Bengali writer (1839 or 1840–1898)

Dinanath Sen (1839/1840–1898) was a Bengali social reformer and journalist. He played an important role in the education and cultural spheres of 19th-century Dhaka. He served as the second editor of the first Bengali newspaper in Dhaka, Dhaka Prakash.

==Early life==
Sen was born in 1839/1840 in the village of Dashora, Manikganj District. His father was Golaknath, and his mother was Dayamoyee. Due to his father's work in Comilla, he initially studied at Comilla Zilla School. Later, he attended Dhaka College for higher education.

==Career==
From 1861 to 1864, Dinanath served as the headmaster of Pogose School, becoming its first Bengali principal. In 1866, he began teaching at Dhaka Collegiate School and later worked as a deputy inspector of schools in East Bengal. Along with others, he helped establish Dhaka's first Bengali newspaper, Dhaka Prakash. The paper's first editor was Krishna Chandra Majumder, and Dinanath subsequently took on the editorial role. In 1858, he was among the founders of Dhaka's Brahmo School (now Jagannath University), the Sthri Shiksha Sabha, and Eden School.

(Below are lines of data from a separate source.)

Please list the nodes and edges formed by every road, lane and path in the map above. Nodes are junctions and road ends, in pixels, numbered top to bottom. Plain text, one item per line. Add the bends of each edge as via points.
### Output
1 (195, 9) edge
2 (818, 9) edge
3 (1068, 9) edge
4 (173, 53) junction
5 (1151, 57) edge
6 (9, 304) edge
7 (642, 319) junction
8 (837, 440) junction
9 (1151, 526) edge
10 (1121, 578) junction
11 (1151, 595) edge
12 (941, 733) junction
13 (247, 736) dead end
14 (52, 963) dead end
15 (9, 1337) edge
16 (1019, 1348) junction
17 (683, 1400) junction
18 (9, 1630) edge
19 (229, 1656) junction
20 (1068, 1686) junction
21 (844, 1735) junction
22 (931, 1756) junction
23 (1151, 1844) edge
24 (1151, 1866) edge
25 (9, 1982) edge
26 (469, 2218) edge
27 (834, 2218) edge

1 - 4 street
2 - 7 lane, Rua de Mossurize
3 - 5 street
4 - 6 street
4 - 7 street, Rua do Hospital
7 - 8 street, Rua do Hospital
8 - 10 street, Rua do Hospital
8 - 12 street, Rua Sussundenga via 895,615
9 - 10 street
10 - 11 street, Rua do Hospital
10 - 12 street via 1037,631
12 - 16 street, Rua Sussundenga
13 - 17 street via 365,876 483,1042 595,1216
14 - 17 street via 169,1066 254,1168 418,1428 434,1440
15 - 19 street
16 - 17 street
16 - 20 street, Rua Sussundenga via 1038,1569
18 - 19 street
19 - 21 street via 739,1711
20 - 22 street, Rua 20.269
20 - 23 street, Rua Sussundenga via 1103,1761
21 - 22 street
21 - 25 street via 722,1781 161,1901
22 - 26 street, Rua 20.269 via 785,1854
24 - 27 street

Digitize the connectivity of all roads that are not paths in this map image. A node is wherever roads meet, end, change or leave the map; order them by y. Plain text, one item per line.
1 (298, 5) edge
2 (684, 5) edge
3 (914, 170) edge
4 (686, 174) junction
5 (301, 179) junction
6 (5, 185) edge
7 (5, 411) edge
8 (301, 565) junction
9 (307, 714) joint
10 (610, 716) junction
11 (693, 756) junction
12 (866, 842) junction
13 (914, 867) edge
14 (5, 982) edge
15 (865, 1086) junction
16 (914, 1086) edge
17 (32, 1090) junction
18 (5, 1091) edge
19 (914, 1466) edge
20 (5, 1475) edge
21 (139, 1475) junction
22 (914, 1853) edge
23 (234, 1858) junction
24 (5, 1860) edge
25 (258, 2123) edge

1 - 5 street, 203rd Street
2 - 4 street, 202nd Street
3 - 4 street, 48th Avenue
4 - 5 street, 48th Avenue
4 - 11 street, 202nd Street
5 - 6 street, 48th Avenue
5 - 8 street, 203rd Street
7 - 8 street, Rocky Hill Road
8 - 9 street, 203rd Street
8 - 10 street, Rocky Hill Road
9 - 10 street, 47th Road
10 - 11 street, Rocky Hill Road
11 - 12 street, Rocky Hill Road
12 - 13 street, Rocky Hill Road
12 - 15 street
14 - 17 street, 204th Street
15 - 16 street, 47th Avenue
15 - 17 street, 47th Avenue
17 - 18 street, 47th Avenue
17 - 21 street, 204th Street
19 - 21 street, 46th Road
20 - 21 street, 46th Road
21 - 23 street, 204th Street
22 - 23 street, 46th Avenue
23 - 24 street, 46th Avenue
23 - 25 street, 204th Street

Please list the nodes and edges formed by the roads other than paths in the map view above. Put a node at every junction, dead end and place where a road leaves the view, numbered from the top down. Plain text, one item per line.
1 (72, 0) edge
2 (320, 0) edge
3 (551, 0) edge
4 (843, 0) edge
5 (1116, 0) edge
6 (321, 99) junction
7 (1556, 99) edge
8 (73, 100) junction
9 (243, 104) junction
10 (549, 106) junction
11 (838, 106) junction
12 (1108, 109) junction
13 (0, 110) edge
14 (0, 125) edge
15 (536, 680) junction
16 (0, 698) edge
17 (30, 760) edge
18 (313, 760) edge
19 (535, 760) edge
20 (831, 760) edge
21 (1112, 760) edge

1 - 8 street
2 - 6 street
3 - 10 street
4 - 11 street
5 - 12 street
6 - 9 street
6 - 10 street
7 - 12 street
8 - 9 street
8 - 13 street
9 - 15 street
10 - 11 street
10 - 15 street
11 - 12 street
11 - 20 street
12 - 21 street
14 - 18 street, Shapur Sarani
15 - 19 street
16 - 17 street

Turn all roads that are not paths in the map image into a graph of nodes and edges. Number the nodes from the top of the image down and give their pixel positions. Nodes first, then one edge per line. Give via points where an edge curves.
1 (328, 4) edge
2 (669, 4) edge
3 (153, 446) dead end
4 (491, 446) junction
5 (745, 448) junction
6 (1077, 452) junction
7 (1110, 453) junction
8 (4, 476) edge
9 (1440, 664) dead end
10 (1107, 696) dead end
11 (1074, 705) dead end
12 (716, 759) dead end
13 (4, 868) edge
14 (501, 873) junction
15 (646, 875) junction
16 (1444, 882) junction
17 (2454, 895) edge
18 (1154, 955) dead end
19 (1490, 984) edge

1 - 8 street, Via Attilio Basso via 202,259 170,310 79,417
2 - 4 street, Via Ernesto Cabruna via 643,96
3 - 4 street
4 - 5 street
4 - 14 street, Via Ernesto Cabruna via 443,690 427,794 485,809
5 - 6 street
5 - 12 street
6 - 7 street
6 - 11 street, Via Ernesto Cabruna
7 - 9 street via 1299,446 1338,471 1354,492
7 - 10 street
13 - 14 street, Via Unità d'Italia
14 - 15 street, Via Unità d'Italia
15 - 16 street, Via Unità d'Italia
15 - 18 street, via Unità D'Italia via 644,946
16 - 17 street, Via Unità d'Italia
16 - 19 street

In 1866, Dinanath proposed building a Brahmo worship center in Dhaka. Following this proposal, a nine-member construction committee was formed on 25 August 1866, with Dinanath as its general secretary. This led to the establishment of the Brahmo Samaj Temple in Dhaka. He purchased land in the Gendaria area and built his residence there, initiating the development of the Gendaria residential area. He founded Antahpur Stree Shiksha Shabha, a school for housewives of "gentlemen".

== Legacy ==
A street in Gendaria is named "Dinanath Sen Road" in his honor. It was renamed after the fall of the Sheikh Hasina led Awami League government after one of the iconic martyrs - Shahriar Khan Anas, who was killed protesting against the government of Sheikh Hasina.

==Literary works==
Dinanath authored several books, including:
- Shikshadan Pranali (Method of Teaching)
- Manasik Ganana (Mental Calculations)
- Bongodesh O Ashamer Songkhipto Biboron (Brief Description of Bengal and Assam)

==Personal life==
Dinanath's son was Adinath Sen, whose son Dibakar Sen married the renowned Bengali actress Suchitra Sen. The couple's daughters are Moon Moon Sen, whose children include Raima Sen and Riya Sen.